Il devient difficile de bâtir un projet d’exploitation (installation, diversification) reposant sur un stockage d’eau. D’autres financements existent : la Région Nouvelle-Aquitaine peut intervenir à hauteur de 55 % (non cumulable avec le fonds hydraulique) et l’Agence de l’eau Adour-Garonne soutient les projets de substitution. Mais en Dordogne, ces derniers restent rares : les agriculteurs qui disposent déjà d’autorisations de prélèvement préfèrent généralement les conserver. S’engager dans un projet de réserve reste donc un pari. « Entre l’achat du terrain, le coût de l’étude et des travaux, la lenteur des démarches, il faut bien peser le pour et le contre », estime François Dubocs.

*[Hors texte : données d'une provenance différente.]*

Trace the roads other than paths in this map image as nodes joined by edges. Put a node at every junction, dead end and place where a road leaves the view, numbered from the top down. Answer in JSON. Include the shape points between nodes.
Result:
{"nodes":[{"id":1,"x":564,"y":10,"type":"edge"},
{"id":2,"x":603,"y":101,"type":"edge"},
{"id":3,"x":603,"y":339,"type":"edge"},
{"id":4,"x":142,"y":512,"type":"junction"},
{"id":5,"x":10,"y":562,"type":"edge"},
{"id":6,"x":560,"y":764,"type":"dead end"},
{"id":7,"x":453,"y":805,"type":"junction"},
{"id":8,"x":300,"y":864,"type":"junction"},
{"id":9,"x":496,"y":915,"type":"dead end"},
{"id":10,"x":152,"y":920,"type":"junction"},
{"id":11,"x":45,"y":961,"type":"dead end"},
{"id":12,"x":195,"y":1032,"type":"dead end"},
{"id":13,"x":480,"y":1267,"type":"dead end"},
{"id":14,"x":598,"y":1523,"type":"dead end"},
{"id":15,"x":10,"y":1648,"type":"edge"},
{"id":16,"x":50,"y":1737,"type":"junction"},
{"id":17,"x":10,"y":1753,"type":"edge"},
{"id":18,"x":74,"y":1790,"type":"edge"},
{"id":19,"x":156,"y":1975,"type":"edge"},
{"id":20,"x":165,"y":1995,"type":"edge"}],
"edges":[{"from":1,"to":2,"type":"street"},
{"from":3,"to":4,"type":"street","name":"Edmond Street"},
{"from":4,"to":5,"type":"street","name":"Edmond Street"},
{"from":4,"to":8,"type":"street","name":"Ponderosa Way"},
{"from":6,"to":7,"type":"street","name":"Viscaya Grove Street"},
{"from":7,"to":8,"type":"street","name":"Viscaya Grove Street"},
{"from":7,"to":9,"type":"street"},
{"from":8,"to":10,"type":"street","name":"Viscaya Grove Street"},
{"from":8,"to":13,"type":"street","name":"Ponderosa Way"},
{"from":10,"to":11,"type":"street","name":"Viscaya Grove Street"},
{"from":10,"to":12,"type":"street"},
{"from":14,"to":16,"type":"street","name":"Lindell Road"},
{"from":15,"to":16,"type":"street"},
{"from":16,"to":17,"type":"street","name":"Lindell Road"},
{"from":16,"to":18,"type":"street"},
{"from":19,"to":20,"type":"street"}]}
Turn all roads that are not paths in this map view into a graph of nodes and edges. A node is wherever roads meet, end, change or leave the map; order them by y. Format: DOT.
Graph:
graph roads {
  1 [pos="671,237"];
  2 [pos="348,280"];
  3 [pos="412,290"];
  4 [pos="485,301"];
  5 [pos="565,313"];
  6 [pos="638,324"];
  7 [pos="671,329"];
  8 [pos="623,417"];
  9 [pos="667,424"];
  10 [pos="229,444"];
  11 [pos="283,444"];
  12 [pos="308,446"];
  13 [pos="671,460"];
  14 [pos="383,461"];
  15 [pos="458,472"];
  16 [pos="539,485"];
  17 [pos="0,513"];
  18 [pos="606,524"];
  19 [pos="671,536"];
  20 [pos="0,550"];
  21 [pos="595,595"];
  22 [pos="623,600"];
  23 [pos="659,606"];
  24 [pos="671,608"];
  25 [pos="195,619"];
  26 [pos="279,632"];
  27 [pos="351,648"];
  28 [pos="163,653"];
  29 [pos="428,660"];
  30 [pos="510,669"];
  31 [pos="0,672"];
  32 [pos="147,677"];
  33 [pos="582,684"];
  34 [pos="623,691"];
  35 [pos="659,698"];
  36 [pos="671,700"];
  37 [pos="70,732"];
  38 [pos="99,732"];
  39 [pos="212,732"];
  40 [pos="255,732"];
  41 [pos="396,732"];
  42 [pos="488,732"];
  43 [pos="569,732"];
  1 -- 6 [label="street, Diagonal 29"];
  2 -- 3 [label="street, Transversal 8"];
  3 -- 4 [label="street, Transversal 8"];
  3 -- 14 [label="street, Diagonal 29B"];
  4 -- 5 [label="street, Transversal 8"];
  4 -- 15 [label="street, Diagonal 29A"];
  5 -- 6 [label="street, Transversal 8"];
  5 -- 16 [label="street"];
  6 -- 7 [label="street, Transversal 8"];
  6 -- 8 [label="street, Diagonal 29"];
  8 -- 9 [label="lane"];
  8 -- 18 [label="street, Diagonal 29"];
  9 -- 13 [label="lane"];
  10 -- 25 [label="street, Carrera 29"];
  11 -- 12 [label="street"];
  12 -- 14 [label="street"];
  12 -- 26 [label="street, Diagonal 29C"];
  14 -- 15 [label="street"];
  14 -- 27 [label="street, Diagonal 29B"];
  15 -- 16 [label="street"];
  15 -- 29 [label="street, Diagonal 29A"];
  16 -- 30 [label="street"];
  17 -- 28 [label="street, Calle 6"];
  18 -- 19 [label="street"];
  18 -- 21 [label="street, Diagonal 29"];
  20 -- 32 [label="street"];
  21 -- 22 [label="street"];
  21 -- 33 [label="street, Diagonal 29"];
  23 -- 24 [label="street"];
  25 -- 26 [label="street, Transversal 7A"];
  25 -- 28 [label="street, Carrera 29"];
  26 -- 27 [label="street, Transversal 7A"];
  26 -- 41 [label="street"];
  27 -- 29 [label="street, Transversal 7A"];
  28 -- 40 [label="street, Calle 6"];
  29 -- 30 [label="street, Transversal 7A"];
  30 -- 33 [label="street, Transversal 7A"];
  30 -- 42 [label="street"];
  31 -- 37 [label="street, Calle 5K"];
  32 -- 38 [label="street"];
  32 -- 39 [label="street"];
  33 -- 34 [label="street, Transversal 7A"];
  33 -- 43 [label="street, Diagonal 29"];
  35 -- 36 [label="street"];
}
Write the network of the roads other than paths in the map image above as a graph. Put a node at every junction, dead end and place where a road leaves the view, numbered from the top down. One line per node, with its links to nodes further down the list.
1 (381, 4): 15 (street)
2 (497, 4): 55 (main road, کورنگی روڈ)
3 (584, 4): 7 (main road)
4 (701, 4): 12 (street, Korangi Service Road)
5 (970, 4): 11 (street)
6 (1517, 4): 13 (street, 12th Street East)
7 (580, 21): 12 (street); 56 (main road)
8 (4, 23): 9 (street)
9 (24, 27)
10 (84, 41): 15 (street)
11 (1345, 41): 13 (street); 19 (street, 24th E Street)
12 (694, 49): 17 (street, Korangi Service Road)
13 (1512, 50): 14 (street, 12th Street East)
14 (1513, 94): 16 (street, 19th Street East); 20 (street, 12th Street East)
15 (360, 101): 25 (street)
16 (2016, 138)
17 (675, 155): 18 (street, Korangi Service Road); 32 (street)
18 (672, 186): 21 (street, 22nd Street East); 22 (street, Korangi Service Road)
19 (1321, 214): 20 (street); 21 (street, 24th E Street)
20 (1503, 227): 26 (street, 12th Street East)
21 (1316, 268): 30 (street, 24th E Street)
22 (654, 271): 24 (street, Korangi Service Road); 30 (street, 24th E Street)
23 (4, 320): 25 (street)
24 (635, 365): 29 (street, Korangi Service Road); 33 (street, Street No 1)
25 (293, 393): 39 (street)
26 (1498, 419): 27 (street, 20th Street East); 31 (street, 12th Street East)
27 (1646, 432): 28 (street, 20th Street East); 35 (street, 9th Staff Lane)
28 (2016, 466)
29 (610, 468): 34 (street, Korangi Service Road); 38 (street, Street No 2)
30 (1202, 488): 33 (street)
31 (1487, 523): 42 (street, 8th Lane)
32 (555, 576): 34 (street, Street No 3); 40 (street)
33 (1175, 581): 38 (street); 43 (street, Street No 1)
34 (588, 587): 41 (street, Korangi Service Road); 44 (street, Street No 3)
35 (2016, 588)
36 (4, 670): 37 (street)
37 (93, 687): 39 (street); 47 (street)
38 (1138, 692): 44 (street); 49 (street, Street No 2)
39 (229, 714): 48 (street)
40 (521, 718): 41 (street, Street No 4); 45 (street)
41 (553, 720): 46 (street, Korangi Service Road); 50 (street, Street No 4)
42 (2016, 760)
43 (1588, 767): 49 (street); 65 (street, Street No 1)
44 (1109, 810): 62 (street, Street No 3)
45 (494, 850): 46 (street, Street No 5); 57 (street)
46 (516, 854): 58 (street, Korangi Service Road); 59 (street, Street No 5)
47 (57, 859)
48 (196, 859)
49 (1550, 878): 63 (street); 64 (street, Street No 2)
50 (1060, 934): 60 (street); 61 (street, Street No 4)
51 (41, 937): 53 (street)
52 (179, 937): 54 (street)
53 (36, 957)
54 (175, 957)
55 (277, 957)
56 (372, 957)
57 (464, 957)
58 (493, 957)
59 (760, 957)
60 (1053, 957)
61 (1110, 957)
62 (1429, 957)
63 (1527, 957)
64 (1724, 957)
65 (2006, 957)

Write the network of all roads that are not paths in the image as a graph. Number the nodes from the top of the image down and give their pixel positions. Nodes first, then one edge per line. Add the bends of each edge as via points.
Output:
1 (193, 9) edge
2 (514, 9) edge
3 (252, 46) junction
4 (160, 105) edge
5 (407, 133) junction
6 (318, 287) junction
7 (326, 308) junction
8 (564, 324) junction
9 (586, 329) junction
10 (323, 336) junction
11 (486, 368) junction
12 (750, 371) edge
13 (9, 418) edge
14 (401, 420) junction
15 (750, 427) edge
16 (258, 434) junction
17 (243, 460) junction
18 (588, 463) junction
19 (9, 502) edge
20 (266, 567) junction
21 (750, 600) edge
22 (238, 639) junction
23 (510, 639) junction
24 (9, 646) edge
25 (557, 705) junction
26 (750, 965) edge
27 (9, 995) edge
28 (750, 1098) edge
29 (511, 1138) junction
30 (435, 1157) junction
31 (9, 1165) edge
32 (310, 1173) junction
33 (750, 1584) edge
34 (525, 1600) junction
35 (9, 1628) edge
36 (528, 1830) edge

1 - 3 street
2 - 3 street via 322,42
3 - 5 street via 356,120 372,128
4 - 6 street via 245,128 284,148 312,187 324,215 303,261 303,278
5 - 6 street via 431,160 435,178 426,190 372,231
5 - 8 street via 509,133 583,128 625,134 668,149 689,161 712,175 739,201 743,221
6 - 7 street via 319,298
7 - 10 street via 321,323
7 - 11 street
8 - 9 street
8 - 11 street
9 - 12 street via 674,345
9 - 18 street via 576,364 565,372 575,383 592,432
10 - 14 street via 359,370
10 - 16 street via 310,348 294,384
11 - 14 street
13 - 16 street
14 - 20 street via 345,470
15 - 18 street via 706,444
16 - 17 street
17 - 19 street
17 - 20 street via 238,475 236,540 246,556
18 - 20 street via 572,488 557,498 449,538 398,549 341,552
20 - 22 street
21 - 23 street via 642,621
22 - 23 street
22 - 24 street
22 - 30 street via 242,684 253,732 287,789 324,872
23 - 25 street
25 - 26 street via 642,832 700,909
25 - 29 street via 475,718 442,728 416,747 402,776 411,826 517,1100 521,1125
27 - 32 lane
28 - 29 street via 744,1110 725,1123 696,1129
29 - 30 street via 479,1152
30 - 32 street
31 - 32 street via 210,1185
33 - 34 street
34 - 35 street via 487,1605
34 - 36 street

Une administration stricte dans l’instruction des dossiers
Aux contraintes économiques s’ajoutent des procédures administratives lourdes, parfois plus bloquantes encore que les oppositions sociétales. Dans la Drôme, il n’y a pas d’opposition locale, excepté sur de gros projets aujourd’hui rares. Même constat en Dordogne : « Il n’y a pas de conflit ouvert, tout le monde n’est pas favorable au stockage, mais nous sommes dans des territoires très ruraux, où les maires ont compris l’importance de stocker l’eau pour l’agriculture », explique Laurent Coulaud.
Les blocages se situent plutôt du côté de l’Office français de la biodiversité (OFB) ou des administrations. « Nous observons que l’intérêt écologique prime toujours pour eux. Les agriculteurs sont ouverts à des compromis avec les enjeux environnementaux, alors que les administrations ne semblent pas prêtes à faire de même avec les enjeux agricoles. » Résultat, un projet de stockage reste administrativement complexe.
« Les bureaux d’études s’arrachent les cheveux avec les allers-retours avec la DDT, constate François Dubocs, et le traitement des dossiers dépend beaucoup des personnes. » Ainsi, les bureaux d’études deviennent de plus en plus prudents pour travailler sur ces projets, faute de visibilité et au risque d’y perdre du temps, de l’argent et parfois leur crédibilité.
Des projets pour irriguer des cultures à valeur ajoutée
« Depuis 4-5 ans, les projets étudiés par l’ADHA 24 sont liés à des cultures spéciales, comme des vergers, qui font de la marge à l’hectare », précise Laurent Coulaud, directeur de l’ADHA 24. Dans la Drôme, le constat est similaire. « Les projets qui ont abouti depuis 3 à 4 ans sont des retenues collinaires de petite taille, entre 15 000 et 20 000 m³, pour irriguer des légumes de plein champ, du maraîchage ou des vergers. La plus grosse qui s’est créée récemment, 60 000 m³, est une réserve de substitution qui sert à arroser des semences et de l’ail », explique François Dubocs.